What it follows that chroot is good for
Chroot is a reasonable defence in a specific, narrowly-scoped use case:
- The process inside the jail is not running as root.
- The jail contains the minimum files the process needs (a small
/lib, a stripped/etc, the binary itself, and any data files). - The jail contains no device files.
- The process is on a separate user ID with no significant privileges in the host system.
- The jail is the second of several defences, not the only defence.
Used in this configuration, chroot is a meaningful additional layer. A compromise of the daemon does not give the attacker access to the rest of the filesystem. The attacker has a small, bounded environment with no useful privileges. They can do harm only insofar as the privileges of the jail's user ID permit, which should be minimal.
How to actually deploy this
For a daemon that supports chroot natively (BIND, named, sendmail in some configurations), the procedure is:
- Create a jail directory:
/var/jail/<service>. - Populate it with: a stripped-down
/libcontaining only the libraries the daemon needs (ldd <binary>tells you which); the binary itself; any config files; any data files. - Create a dedicated user for the service:
useradd -d /var/jail/<service> -s /bin/false <service>. - Configure the daemon to start, do its privileged setup, then chroot and drop to the dedicated user.
- Test by deliberately compromising the daemon (or a copy of it) in a controlled environment, and confirming that the compromised process cannot reach files outside the jail.
For a daemon that does not support chroot natively, you have two choices: wrap it in chrootuid or similar, or modify the source. The former is easier; the latter is more reliable.
A small mistake I made
My own mail server, until last week, ran sendmail in a chroot jail but as root inside the jail. After re-reading the chroot semantics, this is no defence at all — a sendmail compromise still gives the attacker root inside the jail, who can immediately escape using the technique above.
The fix was to reconfigure sendmail to drop to a non-root user after the privileged setup, while still inside the chroot. This required updating the sendmail.mc configuration to specify the post-privilege user, and adjusting file permissions inside the jail accordingly.
The lesson: chroot without unprivileged user is decorative.
The bigger picture
Chroot is a 1979 mechanism. It was the first containment primitive in Unix. It has been showing its age for a while.

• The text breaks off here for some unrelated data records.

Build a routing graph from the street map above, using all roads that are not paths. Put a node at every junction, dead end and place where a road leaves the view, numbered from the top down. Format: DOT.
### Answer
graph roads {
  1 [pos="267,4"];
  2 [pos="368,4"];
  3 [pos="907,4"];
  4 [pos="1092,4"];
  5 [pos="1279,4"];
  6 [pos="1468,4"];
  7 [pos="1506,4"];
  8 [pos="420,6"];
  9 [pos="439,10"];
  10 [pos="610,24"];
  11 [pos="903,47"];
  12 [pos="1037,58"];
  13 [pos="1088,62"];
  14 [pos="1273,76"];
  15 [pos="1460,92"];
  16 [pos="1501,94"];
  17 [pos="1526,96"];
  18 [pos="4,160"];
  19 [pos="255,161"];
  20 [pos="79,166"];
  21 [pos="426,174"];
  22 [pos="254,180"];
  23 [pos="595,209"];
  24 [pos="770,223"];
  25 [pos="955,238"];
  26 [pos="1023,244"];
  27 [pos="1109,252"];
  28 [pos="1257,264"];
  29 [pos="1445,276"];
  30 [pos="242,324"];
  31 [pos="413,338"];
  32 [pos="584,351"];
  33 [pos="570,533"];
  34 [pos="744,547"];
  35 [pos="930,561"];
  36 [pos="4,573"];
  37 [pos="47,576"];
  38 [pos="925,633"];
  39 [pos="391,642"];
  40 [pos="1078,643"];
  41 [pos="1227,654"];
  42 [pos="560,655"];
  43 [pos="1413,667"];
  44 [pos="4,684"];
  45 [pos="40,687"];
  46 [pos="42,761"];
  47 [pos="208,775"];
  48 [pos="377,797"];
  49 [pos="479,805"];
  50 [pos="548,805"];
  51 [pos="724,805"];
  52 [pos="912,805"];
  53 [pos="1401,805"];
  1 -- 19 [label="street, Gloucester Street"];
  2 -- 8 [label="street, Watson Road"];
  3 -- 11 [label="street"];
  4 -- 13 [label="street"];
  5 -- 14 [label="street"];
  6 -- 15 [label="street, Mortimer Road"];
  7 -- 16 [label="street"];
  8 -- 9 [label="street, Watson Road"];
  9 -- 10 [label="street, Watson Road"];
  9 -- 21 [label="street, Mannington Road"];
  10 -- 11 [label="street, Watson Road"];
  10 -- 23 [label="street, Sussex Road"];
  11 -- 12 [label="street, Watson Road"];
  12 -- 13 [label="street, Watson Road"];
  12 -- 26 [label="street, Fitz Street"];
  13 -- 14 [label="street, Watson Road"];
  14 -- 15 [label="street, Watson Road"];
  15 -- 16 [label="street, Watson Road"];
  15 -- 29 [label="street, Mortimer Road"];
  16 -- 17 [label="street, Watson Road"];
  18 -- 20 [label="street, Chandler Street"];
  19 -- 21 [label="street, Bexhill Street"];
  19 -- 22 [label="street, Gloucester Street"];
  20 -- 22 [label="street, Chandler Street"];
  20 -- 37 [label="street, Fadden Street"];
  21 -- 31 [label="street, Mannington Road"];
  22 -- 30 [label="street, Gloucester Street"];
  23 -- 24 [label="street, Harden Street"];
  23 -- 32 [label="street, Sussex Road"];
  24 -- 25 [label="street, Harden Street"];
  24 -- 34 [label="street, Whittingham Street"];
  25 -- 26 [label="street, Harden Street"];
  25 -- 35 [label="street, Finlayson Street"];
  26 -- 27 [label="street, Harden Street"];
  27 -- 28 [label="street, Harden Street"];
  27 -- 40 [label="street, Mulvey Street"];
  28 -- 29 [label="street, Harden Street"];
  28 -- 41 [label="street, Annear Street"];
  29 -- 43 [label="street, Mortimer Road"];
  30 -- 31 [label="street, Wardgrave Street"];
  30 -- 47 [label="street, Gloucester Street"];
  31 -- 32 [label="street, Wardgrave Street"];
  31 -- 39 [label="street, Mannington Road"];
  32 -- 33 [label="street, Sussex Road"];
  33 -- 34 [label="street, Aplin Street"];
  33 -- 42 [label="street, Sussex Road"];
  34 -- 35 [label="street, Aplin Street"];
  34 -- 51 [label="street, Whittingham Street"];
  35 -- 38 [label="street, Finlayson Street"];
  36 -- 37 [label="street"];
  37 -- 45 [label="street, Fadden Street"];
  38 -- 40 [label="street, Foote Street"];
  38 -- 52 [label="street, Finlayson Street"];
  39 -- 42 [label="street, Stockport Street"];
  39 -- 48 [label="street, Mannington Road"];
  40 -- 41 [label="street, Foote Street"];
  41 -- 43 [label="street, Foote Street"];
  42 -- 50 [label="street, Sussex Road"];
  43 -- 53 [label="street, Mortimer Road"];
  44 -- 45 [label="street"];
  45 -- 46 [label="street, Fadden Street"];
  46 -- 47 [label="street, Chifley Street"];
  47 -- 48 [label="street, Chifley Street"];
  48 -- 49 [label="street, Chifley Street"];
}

More recent containment mechanisms — FreeBSD's jails, Solaris's zones, Linux's user-mode Linux — go further. They jail the network namespace, the PID namespace, IPC, device access. A process in a FreeBSD jail cannot see processes outside its jail, cannot send packets to or from interfaces outside its jail, cannot access shared memory outside its jail.
Linux is going to acquire similar mechanisms over time. The 2.4 development kernel has hooks in this direction. By 2002 or 2003 I expect Linux to have something close to FreeBSD's jail equivalent.
In the meantime, chroot is what we have. Used correctly — unprivileged user inside, minimal jail contents, layered with other defences — it is a meaningful tool. Used incorrectly, it is a placebo. The difference is structural, and worth getting right.